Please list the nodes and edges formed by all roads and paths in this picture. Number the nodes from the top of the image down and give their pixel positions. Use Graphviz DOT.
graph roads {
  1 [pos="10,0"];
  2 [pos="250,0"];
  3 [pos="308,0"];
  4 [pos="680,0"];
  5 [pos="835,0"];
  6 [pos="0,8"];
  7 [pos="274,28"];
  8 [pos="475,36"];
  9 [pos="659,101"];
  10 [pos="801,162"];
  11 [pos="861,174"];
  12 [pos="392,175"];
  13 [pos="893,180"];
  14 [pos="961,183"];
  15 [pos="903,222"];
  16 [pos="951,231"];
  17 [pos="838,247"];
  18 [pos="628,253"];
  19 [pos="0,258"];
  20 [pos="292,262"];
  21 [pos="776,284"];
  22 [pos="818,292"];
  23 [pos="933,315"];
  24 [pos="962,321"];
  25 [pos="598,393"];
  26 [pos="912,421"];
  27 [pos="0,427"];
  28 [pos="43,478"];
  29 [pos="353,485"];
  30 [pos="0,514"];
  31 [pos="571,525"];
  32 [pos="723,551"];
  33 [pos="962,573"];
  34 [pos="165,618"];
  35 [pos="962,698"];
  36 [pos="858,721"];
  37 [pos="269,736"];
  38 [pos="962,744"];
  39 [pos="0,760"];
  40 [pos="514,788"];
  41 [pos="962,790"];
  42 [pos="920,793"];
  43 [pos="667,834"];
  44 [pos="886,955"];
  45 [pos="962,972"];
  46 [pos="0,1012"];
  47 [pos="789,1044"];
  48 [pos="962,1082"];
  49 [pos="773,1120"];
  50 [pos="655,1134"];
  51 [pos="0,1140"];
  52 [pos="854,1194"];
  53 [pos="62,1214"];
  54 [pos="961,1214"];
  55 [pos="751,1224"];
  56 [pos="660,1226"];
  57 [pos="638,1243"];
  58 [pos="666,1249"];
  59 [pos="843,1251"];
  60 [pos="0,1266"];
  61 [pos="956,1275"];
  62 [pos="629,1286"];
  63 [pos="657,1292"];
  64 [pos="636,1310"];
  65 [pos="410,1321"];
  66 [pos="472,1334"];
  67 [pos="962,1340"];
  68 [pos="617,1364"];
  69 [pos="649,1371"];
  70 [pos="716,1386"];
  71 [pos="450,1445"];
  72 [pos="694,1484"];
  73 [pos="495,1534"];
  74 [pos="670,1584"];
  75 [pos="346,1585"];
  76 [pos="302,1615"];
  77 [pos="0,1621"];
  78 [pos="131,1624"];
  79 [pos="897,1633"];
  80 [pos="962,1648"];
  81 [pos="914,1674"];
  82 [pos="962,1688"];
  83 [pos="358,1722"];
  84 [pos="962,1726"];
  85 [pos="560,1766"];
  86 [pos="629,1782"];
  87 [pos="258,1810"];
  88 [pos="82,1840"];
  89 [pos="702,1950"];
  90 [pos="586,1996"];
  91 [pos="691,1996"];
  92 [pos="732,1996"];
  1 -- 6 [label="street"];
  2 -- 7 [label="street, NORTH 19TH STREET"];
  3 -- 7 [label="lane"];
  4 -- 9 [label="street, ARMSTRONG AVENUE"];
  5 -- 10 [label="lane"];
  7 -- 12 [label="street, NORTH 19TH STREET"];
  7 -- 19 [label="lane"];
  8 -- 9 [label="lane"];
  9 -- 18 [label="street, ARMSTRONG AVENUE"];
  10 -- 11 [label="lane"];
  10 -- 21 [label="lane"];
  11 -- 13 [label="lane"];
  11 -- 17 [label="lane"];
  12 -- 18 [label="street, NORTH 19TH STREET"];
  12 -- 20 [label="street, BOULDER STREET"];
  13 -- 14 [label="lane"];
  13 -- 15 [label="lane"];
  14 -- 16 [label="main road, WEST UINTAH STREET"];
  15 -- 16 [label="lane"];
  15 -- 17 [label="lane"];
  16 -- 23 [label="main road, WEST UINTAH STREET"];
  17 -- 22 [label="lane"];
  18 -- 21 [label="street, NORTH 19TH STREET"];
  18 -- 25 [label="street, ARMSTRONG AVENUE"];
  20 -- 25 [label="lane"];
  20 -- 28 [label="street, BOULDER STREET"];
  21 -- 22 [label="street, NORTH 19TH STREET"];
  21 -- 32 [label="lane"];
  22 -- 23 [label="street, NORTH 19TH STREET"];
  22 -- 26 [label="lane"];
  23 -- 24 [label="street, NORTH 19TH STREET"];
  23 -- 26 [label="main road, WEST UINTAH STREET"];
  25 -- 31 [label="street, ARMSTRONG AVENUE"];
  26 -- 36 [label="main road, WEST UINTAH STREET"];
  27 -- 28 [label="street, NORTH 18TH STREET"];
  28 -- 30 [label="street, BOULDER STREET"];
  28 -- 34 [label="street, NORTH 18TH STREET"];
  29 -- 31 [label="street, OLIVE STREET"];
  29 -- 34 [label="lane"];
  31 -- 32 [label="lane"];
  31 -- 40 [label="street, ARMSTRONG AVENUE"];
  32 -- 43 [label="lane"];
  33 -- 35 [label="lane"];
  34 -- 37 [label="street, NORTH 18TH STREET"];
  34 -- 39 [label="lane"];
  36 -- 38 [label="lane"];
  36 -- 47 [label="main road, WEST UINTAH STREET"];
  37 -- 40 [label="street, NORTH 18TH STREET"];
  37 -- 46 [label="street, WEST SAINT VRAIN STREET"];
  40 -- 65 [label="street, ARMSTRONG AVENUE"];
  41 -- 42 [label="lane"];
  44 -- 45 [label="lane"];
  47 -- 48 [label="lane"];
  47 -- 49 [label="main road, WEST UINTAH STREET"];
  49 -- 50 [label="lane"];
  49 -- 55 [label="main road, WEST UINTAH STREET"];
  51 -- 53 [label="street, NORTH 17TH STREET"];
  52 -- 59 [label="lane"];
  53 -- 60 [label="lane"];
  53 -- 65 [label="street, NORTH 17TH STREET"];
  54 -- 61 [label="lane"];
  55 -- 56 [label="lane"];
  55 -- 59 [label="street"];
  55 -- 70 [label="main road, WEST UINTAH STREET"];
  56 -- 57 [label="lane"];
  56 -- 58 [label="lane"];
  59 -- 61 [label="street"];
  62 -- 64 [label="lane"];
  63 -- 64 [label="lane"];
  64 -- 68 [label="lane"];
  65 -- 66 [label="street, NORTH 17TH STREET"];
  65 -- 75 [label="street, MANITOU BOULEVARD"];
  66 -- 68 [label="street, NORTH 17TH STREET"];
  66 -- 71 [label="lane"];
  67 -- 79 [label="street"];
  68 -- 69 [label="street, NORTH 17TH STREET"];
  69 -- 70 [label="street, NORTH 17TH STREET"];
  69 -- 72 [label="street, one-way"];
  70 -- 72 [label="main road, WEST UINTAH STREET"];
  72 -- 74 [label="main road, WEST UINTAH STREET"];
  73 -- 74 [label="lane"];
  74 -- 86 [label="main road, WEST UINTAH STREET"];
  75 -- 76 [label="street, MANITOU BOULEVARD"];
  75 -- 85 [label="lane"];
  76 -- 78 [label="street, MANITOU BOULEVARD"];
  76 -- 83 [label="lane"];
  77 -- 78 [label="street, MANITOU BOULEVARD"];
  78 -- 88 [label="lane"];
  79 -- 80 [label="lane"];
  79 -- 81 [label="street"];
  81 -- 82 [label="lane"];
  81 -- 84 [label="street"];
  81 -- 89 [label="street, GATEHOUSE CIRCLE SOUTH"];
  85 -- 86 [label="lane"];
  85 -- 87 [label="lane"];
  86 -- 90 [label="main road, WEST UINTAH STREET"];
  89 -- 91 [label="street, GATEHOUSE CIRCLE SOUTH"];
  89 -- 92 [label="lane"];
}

##########

Task to carry out:
Copy out the entries from the material above, matching each one exactly.

Task solution:
Please list the nodes and edges formed by all roads and paths in this picture. Number the nodes from the top of the image down and give their pixel positions. Use Graphviz DOT.
graph roads {
  1 [pos="10,0"];
  2 [pos="250,0"];
  3 [pos="308,0"];
  4 [pos="680,0"];
  5 [pos="835,0"];
  6 [pos="0,8"];
  7 [pos="274,28"];
  8 [pos="475,36"];
  9 [pos="659,101"];
  10 [pos="801,162"];
  11 [pos="861,174"];
  12 [pos="392,175"];
  13 [pos="893,180"];
  14 [pos="961,183"];
  15 [pos="903,222"];
  16 [pos="951,231"];
  17 [pos="838,247"];
  18 [pos="628,253"];
  19 [pos="0,258"];
  20 [pos="292,262"];
  21 [pos="776,284"];
  22 [pos="818,292"];
  23 [pos="933,315"];
  24 [pos="962,321"];
  25 [pos="598,393"];
  26 [pos="912,421"];
  27 [pos="0,427"];
  28 [pos="43,478"];
  29 [pos="353,485"];
  30 [pos="0,514"];
  31 [pos="571,525"];
  32 [pos="723,551"];
  33 [pos="962,573"];
  34 [pos="165,618"];
  35 [pos="962,698"];
  36 [pos="858,721"];
  37 [pos="269,736"];
  38 [pos="962,744"];
  39 [pos="0,760"];
  40 [pos="514,788"];
  41 [pos="962,790"];
  42 [pos="920,793"];
  43 [pos="667,834"];
  44 [pos="886,955"];
  45 [pos="962,972"];
  46 [pos="0,1012"];
  47 [pos="789,1044"];
  48 [pos="962,1082"];
  49 [pos="773,1120"];
  50 [pos="655,1134"];
  51 [pos="0,1140"];
  52 [pos="854,1194"];
  53 [pos="62,1214"];
  54 [pos="961,1214"];
  55 [pos="751,1224"];
  56 [pos="660,1226"];
  57 [pos="638,1243"];
  58 [pos="666,1249"];
  59 [pos="843,1251"];
  60 [pos="0,1266"];
  61 [pos="956,1275"];
  62 [pos="629,1286"];
  63 [pos="657,1292"];
  64 [pos="636,1310"];
  65 [pos="410,1321"];
  66 [pos="472,1334"];
  67 [pos="962,1340"];
  68 [pos="617,1364"];
  69 [pos="649,1371"];
  70 [pos="716,1386"];
  71 [pos="450,1445"];
  72 [pos="694,1484"];
  73 [pos="495,1534"];
  74 [pos="670,1584"];
  75 [pos="346,1585"];
  76 [pos="302,1615"];
  77 [pos="0,1621"];
  78 [pos="131,1624"];
  79 [pos="897,1633"];
  80 [pos="962,1648"];
  81 [pos="914,1674"];
  82 [pos="962,1688"];
  83 [pos="358,1722"];
  84 [pos="962,1726"];
  85 [pos="560,1766"];
  86 [pos="629,1782"];
  87 [pos="258,1810"];
  88 [pos="82,1840"];
  89 [pos="702,1950"];
  90 [pos="586,1996"];
  91 [pos="691,1996"];
  92 [pos="732,1996"];
  1 -- 6 [label="street"];
  2 -- 7 [label="street, NORTH 19TH STREET"];
  3 -- 7 [label="lane"];
  4 -- 9 [label="street, ARMSTRONG AVENUE"];
  5 -- 10 [label="lane"];
  7 -- 12 [label="street, NORTH 19TH STREET"];
  7 -- 19 [label="lane"];
  8 -- 9 [label="lane"];
  9 -- 18 [label="street, ARMSTRONG AVENUE"];
  10 -- 11 [label="lane"];
  10 -- 21 [label="lane"];
  11 -- 13 [label="lane"];
  11 -- 17 [label="lane"];
  12 -- 18 [label="street, NORTH 19TH STREET"];
  12 -- 20 [label="street, BOULDER STREET"];
  13 -- 14 [label="lane"];
  13 -- 15 [label="lane"];
  14 -- 16 [label="main road, WEST UINTAH STREET"];
  15 -- 16 [label="lane"];
  15 -- 17 [label="lane"];
  16 -- 23 [label="main road, WEST UINTAH STREET"];
  17 -- 22 [label="lane"];
  18 -- 21 [label="street, NORTH 19TH STREET"];
  18 -- 25 [label="street, ARMSTRONG AVENUE"];
  20 -- 25 [label="lane"];
  20 -- 28 [label="street, BOULDER STREET"];
  21 -- 22 [label="street, NORTH 19TH STREET"];
  21 -- 32 [label="lane"];
  22 -- 23 [label="street, NORTH 19TH STREET"];
  22 -- 26 [label="lane"];
  23 -- 24 [label="street, NORTH 19TH STREET"];
  23 -- 26 [label="main road, WEST UINTAH STREET"];
  25 -- 31 [label="street, ARMSTRONG AVENUE"];
  26 -- 36 [label="main road, WEST UINTAH STREET"];
  27 -- 28 [label="street, NORTH 18TH STREET"];
  28 -- 30 [label="street, BOULDER STREET"];
  28 -- 34 [label="street, NORTH 18TH STREET"];
  29 -- 31 [label="street, OLIVE STREET"];
  29 -- 34 [label="lane"];
  31 -- 32 [label="lane"];
  31 -- 40 [label="street, ARMSTRONG AVENUE"];
  32 -- 43 [label="lane"];
  33 -- 35 [label="lane"];
  34 -- 37 [label="street, NORTH 18TH STREET"];
  34 -- 39 [label="lane"];
  36 -- 38 [label="lane"];
  36 -- 47 [label="main road, WEST UINTAH STREET"];
  37 -- 40 [label="street, NORTH 18TH STREET"];
  37 -- 46 [label="street, WEST SAINT VRAIN STREET"];
  40 -- 65 [label="street, ARMSTRONG AVENUE"];
  41 -- 42 [label="lane"];
  44 -- 45 [label="lane"];
  47 -- 48 [label="lane"];
  47 -- 49 [label="main road, WEST UINTAH STREET"];
  49 -- 50 [label="lane"];
  49 -- 55 [label="main road, WEST UINTAH STREET"];
  51 -- 53 [label="street, NORTH 17TH STREET"];
  52 -- 59 [label="lane"];
  53 -- 60 [label="lane"];
  53 -- 65 [label="street, NORTH 17TH STREET"];
  54 -- 61 [label="lane"];
  55 -- 56 [label="lane"];
  55 -- 59 [label="street"];
  55 -- 70 [label="main road, WEST UINTAH STREET"];
  56 -- 57 [label="lane"];
  56 -- 58 [label="lane"];
  59 -- 61 [label="street"];
  62 -- 64 [label="lane"];
  63 -- 64 [label="lane"];
  64 -- 68 [label="lane"];
  65 -- 66 [label="street, NORTH 17TH STREET"];
  65 -- 75 [label="street, MANITOU BOULEVARD"];
  66 -- 68 [label="street, NORTH 17TH STREET"];
  66 -- 71 [label="lane"];
  67 -- 79 [label="street"];
  68 -- 69 [label="street, NORTH 17TH STREET"];
  69 -- 70 [label="street, NORTH 17TH STREET"];
  69 -- 72 [label="street, one-way"];
  70 -- 72 [label="main road, WEST UINTAH STREET"];
  72 -- 74 [label="main road, WEST UINTAH STREET"];
  73 -- 74 [label="lane"];
  74 -- 86 [label="main road, WEST UINTAH STREET"];
  75 -- 76 [label="street, MANITOU BOULEVARD"];
  75 -- 85 [label="lane"];
  76 -- 78 [label="street, MANITOU BOULEVARD"];
  76 -- 83 [label="lane"];
  77 -- 78 [label="street, MANITOU BOULEVARD"];
  78 -- 88 [label="lane"];
  79 -- 80 [label="lane"];
  79 -- 81 [label="street"];
  81 -- 82 [label="lane"];
  81 -- 84 [label="street"];
  81 -- 89 [label="street, GATEHOUSE CIRCLE SOUTH"];
  85 -- 86 [label="lane"];
  85 -- 87 [label="lane"];
  86 -- 90 [label="main road, WEST UINTAH STREET"];
  89 -- 91 [label="street, GATEHOUSE CIRCLE SOUTH"];
  89 -- 92 [label="lane"];
}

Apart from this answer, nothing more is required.